September 19, 2007

John Kerry 'Swiftboats' POWS


Friday, September 21st, is National POW/MIA Day.


Since John Kerry is in the news again, I thought a memory re-freshening might be in order.

On April 22, 1971 John Forbes Kerry, aka Hanoi John, as a leader of Vietnam Veterans Against the War, gave his infamous war-bashing
Testimony before the Senate Foreign Relations Committee, declaring -under oath- that he and many other veterans of that conflict were war criminals, and insisting that the United States had a definite obligation to make extensive economic reparations to the people of Vietnam.

Kerry mentioned that while in Paris about a year earlier, he had meetings with "both sides" of the Paris Peace Talks.

No doubt he meant the North Vietnamese and Viet Cong sides.

U.S. Veteran Dispatch noted in 1996:
“Kerry's testimony, it should be noted, occurred while some of his fellow Vietnam veterans were known by the world to be enduring terrible suffering as prisoners of war in North Vietnamese prisons. Kerry was a supporter of the ‘People's Peace Treaty,’" a supposed ‘people's’ declaration to end the war, reportedly drawn up in communist East Germany. It included nine points, all of which were taken from Viet Cong peace proposals at the Paris peace talks as conditions for ending the war.”
One of those points was a provision offering to set a date for the return of U.S. prisoners of war in exchange for the Americans setting a date for complete, unilateral military withdrawal from Vietnam. In other words, America could have her POWs back only if we would agree we lost, surrendered, and set a date to leave.

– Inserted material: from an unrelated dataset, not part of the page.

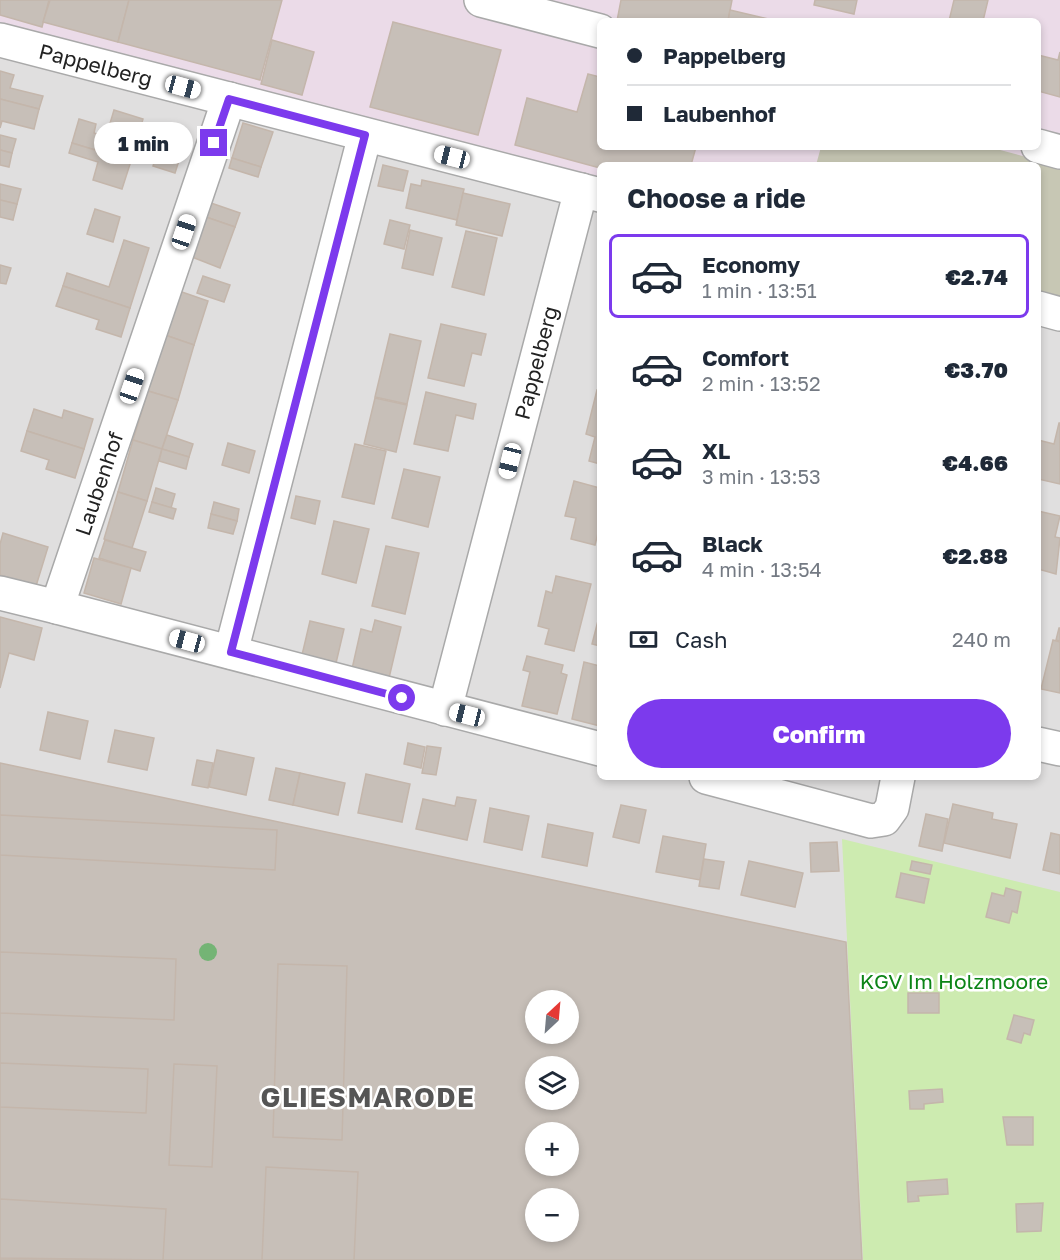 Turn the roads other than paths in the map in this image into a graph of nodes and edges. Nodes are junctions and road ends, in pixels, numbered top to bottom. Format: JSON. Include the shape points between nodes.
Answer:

Kerry blatantly advocated the enemy's position while hundreds of captured American fighting men suffered as prisoners of war in North Vietnamese prisons.

Robert J. Caldwell October 24, 2004, San Diego Union-Tribune:
"Virtually all of America's former Vietnam prisoners of war also believe – with good reason, as North Vietnam's army commander has since said publicly – that the anti-war movement Kerry helped lead in the early 1970s encouraged Hanoi to fight on despite the odds - and prolonged the imprisonment of American POWs."
... Skip ahead 20 years ...

Senator John Kerry was named chairman of the Senate Select Committee on POW/MIA Affairs in 1992.

Kerry repeatedly praised his former enemy during committee visits to Vietnam.

Kerry and his committee determined in a 500-page final report that American POWs were left alive in Vietnam after the war but felt none were still alive. It made NO attempt to identify those left behind, how they died, who killed them or where their remains might be located.

The Upshot: In 1991-1992, Senators John Kerry and John McCain hijacked the U.S. Senate Select Committee on POWs in southeast Asia to pave the way to normalizing relations with Hanoi by writing off American POWS and POW/MIA families who wanted definitive answers as to what happened to their men.

After Kerry declared to the world, “President (GHW) Bush should reward Vietnam within a month for its increased cooperation in accounting for American MIAs", Vietnam announced it had granted Boston-based Colliers International the right as the exclusive real estate agent representing Vietnam. The company was positioned to rake in multi-millions of dollars in future contracts to upgrade Vietnam’s ports, railroads and other infrastructure.

C. Stewart Forbes, chief executive officer of Colliers International, is John Forbes Kerry’s cousin.

Ironically, Kerry 2004 presidential campaign's Web site stated:
“When John Kerry returned home from Vietnam, he joined his fellow veterans in vowing never to abandon future veterans of America’s wars. Kerry’s commitment to veterans has never wavered and stands strong to this day."